Data records:

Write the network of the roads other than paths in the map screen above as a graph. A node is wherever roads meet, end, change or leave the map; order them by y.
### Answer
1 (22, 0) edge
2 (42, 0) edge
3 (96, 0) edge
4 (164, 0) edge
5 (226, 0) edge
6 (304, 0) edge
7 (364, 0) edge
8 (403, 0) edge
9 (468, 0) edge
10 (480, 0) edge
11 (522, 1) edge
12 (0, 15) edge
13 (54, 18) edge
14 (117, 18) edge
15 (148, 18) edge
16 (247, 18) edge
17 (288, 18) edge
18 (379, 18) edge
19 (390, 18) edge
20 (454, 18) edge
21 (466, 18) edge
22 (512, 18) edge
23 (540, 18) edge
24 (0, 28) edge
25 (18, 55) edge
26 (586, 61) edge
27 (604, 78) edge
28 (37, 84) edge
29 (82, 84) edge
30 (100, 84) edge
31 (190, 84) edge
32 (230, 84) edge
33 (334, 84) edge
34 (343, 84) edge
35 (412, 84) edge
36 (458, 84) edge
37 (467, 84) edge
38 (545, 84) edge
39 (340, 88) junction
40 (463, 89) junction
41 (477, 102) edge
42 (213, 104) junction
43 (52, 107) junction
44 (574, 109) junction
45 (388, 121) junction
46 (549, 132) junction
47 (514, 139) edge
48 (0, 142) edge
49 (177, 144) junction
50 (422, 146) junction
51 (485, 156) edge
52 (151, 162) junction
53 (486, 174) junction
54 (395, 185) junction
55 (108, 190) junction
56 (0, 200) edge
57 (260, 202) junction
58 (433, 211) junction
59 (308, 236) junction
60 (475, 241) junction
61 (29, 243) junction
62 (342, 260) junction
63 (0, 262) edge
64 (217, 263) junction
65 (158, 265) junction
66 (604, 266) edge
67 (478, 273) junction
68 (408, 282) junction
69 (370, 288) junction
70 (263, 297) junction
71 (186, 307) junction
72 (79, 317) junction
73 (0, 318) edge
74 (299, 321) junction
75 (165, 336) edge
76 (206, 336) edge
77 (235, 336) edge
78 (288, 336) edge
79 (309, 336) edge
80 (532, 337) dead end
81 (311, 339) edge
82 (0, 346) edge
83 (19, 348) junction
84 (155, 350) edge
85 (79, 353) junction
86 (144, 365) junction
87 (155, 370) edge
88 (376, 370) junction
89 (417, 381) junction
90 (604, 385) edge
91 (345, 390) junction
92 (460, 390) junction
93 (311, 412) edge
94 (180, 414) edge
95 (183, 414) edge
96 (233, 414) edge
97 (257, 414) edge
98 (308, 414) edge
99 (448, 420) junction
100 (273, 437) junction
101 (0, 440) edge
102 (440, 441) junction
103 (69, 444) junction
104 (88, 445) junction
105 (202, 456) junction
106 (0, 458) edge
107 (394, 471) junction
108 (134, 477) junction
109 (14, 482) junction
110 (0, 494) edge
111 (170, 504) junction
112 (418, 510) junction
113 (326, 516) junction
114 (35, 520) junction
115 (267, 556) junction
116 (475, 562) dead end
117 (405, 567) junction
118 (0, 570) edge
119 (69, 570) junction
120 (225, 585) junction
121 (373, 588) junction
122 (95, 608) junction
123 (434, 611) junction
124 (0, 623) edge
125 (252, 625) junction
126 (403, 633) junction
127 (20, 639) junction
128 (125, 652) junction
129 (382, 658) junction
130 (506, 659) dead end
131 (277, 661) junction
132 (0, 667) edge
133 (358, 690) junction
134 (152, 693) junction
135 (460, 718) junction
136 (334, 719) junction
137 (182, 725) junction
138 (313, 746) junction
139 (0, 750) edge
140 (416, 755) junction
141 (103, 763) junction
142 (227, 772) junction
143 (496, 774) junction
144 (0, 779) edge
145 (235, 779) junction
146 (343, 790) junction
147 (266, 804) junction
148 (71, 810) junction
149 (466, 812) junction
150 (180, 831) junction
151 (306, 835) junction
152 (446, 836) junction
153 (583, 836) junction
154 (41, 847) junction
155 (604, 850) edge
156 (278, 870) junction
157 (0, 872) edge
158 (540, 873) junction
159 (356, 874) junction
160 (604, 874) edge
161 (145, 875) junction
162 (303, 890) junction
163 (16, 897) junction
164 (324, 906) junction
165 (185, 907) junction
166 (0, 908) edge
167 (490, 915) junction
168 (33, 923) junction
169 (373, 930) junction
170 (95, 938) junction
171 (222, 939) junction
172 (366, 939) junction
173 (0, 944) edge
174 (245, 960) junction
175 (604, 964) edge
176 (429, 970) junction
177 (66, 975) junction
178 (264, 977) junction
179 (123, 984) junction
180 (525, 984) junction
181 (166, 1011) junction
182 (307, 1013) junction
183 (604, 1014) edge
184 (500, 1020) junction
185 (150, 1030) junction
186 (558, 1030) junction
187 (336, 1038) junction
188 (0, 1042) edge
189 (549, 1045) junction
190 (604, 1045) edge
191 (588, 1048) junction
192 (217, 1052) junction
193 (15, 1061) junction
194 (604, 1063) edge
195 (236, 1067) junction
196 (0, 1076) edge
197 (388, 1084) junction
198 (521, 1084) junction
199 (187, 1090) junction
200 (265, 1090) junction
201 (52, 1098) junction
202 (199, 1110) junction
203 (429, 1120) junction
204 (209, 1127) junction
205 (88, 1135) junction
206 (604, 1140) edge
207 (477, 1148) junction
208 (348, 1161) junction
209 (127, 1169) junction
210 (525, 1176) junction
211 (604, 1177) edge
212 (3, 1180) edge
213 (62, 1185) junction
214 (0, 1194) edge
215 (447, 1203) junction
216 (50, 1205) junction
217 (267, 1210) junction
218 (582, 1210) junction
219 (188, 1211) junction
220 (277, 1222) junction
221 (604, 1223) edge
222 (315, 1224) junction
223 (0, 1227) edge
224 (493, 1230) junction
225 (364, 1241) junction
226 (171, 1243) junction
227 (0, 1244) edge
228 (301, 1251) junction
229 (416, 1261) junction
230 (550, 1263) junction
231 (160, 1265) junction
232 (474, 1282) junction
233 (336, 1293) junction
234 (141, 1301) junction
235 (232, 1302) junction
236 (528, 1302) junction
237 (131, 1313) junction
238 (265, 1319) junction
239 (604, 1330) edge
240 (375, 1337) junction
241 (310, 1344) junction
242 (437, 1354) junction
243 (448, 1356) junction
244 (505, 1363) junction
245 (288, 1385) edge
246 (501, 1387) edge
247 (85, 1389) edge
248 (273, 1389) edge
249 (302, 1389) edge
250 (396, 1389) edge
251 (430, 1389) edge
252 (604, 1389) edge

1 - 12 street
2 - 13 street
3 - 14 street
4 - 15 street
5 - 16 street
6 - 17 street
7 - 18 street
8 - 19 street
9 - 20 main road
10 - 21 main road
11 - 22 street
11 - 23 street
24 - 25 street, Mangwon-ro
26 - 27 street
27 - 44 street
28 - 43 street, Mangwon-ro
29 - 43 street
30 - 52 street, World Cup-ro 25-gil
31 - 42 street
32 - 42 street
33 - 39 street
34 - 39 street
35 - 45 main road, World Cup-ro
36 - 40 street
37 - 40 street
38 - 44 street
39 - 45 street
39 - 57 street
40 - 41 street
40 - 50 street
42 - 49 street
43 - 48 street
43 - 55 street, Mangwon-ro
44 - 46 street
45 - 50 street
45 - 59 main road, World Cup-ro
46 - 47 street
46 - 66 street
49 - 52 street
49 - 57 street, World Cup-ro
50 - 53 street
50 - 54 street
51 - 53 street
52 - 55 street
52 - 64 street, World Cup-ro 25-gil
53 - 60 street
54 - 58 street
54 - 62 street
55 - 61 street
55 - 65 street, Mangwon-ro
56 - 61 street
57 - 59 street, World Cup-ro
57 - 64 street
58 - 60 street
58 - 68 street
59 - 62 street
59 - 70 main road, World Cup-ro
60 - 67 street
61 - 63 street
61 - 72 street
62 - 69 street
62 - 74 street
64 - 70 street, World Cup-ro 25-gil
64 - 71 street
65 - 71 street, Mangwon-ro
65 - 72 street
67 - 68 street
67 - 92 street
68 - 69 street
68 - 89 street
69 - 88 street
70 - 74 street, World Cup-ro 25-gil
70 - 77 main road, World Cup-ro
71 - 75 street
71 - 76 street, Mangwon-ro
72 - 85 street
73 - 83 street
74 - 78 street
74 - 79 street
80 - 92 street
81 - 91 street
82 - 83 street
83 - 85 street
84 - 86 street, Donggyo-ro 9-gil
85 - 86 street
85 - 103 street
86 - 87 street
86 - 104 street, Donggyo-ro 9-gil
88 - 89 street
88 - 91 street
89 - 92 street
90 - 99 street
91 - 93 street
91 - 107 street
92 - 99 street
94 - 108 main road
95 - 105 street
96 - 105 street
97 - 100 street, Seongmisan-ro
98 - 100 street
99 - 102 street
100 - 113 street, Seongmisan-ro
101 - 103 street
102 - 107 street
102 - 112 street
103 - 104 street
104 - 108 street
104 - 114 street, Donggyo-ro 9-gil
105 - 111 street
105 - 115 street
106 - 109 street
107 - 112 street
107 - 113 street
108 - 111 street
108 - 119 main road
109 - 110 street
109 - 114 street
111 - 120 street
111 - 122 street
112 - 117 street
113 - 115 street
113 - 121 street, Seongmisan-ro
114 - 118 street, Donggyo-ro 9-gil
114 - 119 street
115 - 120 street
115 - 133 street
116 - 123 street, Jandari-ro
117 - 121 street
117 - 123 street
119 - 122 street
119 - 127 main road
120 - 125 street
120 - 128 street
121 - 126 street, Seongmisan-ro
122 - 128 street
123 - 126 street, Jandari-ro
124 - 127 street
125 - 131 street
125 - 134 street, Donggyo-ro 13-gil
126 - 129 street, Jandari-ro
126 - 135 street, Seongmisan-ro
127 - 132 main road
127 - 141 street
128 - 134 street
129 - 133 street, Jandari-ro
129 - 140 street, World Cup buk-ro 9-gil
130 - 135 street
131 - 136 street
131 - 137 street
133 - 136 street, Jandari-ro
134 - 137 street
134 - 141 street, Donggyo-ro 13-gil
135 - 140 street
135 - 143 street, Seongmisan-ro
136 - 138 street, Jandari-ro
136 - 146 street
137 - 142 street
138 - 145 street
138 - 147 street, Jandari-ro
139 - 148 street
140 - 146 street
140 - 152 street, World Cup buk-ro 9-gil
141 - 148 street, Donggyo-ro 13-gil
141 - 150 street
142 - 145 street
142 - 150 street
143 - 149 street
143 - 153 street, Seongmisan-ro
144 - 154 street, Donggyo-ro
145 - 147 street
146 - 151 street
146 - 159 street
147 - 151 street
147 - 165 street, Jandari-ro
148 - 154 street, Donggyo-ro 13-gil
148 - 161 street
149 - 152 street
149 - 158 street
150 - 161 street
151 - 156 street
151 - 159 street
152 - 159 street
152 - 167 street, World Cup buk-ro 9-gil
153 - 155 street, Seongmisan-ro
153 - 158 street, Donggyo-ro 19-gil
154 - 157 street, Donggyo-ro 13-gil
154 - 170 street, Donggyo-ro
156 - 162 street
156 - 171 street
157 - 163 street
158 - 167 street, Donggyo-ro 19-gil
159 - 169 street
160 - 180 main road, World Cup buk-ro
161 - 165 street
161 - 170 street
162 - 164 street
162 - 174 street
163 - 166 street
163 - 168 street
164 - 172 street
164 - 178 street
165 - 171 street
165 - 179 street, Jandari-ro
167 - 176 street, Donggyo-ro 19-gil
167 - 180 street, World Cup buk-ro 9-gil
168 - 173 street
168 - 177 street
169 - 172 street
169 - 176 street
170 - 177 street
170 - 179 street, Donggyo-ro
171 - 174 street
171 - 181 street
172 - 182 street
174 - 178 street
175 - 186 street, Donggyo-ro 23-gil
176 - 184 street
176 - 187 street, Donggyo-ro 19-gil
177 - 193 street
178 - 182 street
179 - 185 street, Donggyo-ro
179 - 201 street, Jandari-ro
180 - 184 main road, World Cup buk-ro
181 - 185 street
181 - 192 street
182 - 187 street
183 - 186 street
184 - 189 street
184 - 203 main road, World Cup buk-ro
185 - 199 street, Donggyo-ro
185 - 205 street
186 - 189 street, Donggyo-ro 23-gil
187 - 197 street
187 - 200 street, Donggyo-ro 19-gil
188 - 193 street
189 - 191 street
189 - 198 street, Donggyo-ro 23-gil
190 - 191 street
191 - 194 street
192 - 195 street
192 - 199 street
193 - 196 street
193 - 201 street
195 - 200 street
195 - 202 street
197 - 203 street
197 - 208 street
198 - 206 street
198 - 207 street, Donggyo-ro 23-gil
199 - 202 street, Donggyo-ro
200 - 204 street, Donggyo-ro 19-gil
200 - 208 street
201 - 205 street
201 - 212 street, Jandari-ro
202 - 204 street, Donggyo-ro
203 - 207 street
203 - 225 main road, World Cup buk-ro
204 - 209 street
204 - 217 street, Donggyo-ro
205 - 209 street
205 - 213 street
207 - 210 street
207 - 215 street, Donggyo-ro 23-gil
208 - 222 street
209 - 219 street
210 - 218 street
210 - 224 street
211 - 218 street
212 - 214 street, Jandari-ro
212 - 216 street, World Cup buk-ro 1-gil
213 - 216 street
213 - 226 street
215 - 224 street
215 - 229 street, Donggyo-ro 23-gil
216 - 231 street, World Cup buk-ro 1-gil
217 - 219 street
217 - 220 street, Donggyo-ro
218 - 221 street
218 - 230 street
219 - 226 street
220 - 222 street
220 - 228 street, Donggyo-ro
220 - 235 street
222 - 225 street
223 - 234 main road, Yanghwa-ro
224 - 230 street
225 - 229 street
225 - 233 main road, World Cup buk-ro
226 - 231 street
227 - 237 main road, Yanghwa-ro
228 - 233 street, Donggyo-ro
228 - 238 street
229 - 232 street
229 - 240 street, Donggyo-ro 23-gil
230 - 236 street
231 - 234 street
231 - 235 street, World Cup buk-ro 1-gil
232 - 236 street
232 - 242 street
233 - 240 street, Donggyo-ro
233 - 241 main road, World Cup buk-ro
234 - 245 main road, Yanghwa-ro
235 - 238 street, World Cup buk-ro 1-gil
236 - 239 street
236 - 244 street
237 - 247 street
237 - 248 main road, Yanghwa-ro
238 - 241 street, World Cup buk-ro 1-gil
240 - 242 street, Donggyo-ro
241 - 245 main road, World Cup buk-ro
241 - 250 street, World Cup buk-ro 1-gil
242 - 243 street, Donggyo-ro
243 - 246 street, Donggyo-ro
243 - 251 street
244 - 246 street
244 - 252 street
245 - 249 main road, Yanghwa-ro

TASK DESCRIPTION: Which lines in the data hold the string "Mangwon"? Copy each of them.

RESPONSE TO THIS EXERCISE:
24 - 25 street, Mangwon-ro
28 - 43 street, Mangwon-ro
43 - 55 street, Mangwon-ro
55 - 65 street, Mangwon-ro
65 - 71 street, Mangwon-ro
71 - 76 street, Mangwon-ro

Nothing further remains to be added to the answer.